Re:スタート
「でもな、佳奈」

「……」

「俺には、もうひとつ、でっかい夢があったんだ」

「え……?」



歌手になる夢と同じくらい大きな夢。

それを叶えることは、もう無理かもしれない。

もう無理なんだ、って何度も思っていた。

でも、今だから、その夢を伝えるよ。



「佳奈と結婚するって、最高に幸せな夢を、ずっと持っていたんだ」

「……悠っ、」

「俺は佳奈が好きだよ。
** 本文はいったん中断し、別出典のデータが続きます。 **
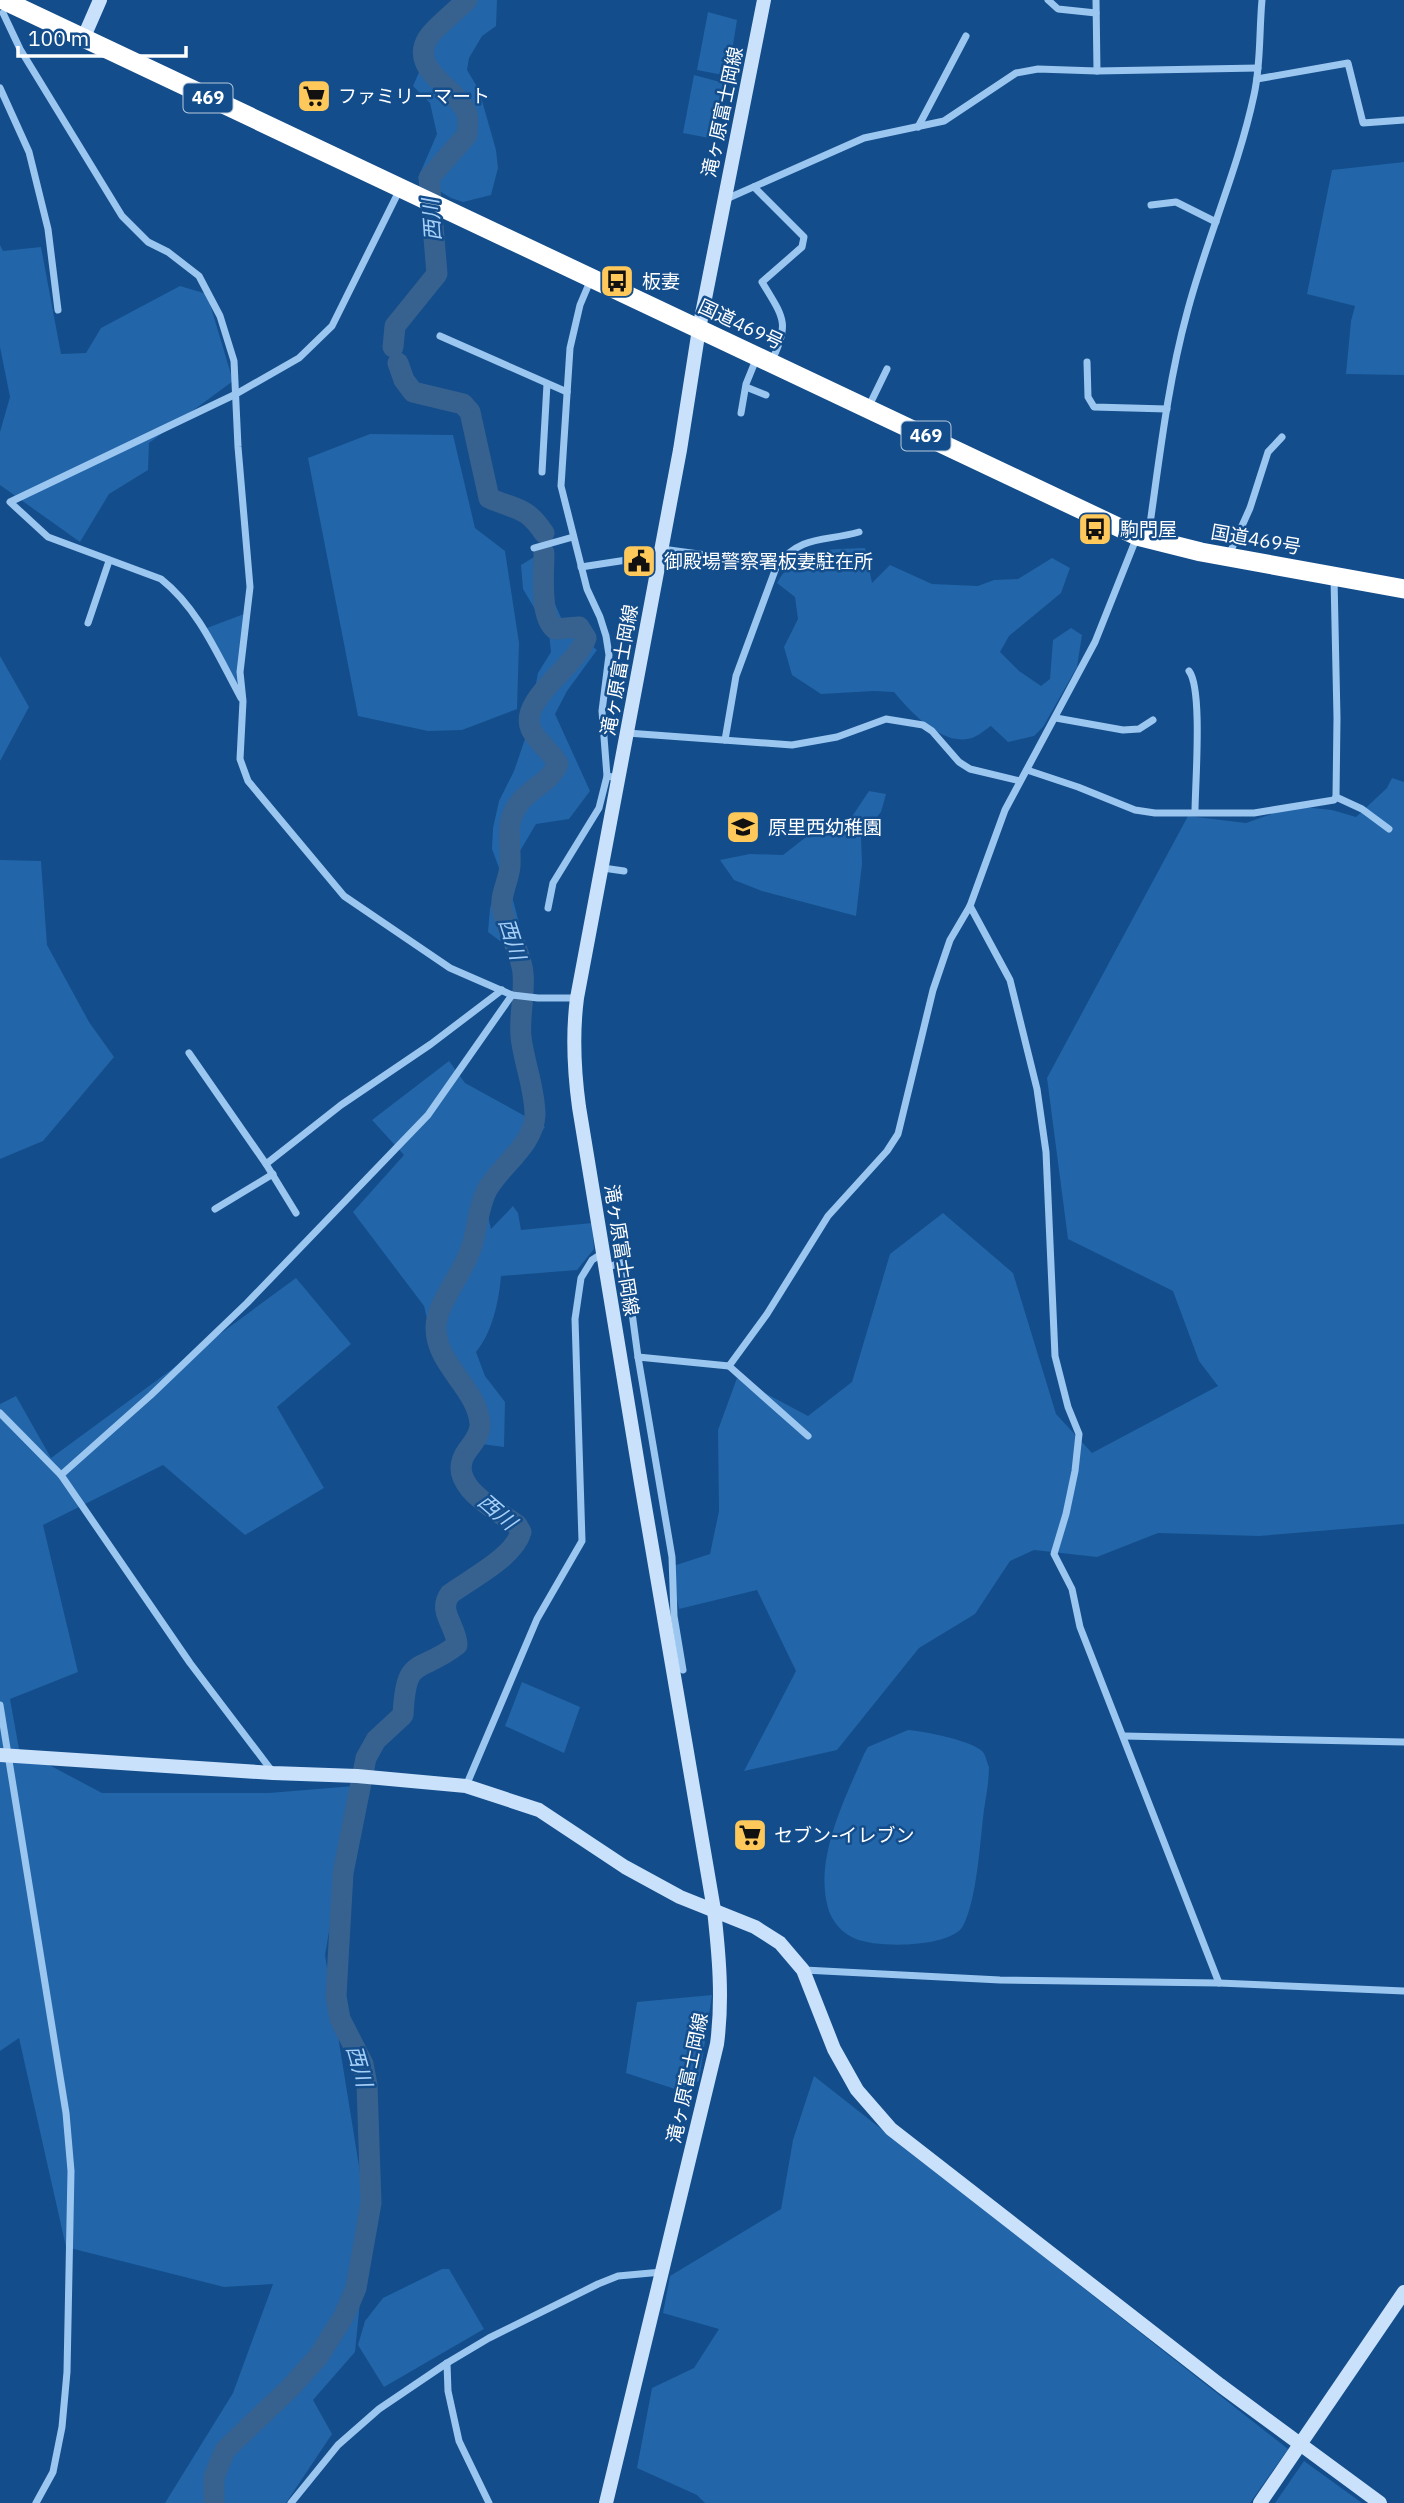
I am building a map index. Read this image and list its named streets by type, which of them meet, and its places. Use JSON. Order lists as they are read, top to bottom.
{
  "streets": {
    "highway": ["469", "国道469号"],
    "main road": ["滝ヶ原富士岡線"]
  },
  "crossings": [
    ["滝ヶ原富士岡線", "国道469号"]
  ],
  "water": ["西川"],
  "places": {
    "supermarket": ["ファミリーマート", "セブン-イレブン"],
    "bus stop": ["板妻", "駒門屋"],
    "public building": ["御殿場警察署板妻駐在所"],
    "school or university": ["原里西幼稚園"]
  },
  "scale_bar": "100 m"
}
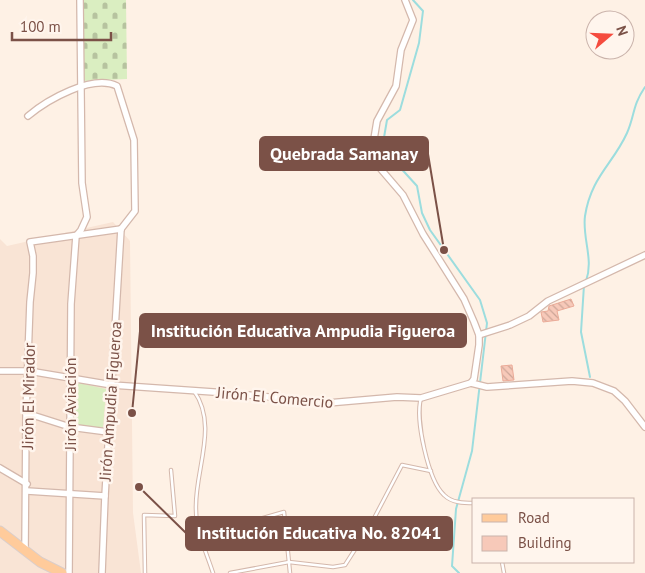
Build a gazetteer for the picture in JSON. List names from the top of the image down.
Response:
{
  "streets": {
    "street": [
      "Jirón El Mirador",
      "Jirón El Comercio",
      "Jirón Ampudia Figueroa",
      "Jirón Aviación"
    ]
  },
  "crossings": [
    ["Jirón El Mirador", "Jirón Aviación"],
    ["Jirón El Comercio", "Jirón Ampudia Figueroa"],
    ["Jirón El Comercio", "Jirón Aviación"]
  ],
  "places": ["Quebrada Samanay", "Institución Educativa Ampudia Figueroa", "Institución Educativa No. 82041"],
  "legend": ["Road", "Building"],
  "scale_bar": "100 m",
  "north": "right"
}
離れてから半年以上経つけど、佳奈のことを忘れた日なんて一度もない」



俺は佳奈のことを忘れることが出来なかったから。

想い続けてきたから、ここまで来ることが出来たんだ。



「俺は佳奈を愛しているよ」

「っ、」

「佳奈は、俺のこと、どう思っている?」



俺は佳奈の頭を撫でていた手をそっと、頬に持っていく。

佳奈の頬に触れ、うつむいていた顔を持ち上げる。

佳奈と俺の目が交じり合う。

ちゃんと佳奈の瞳に俺が映っている。

大きな涙の粒を目に浮かべる佳奈は、ゆっくりと口を開いた。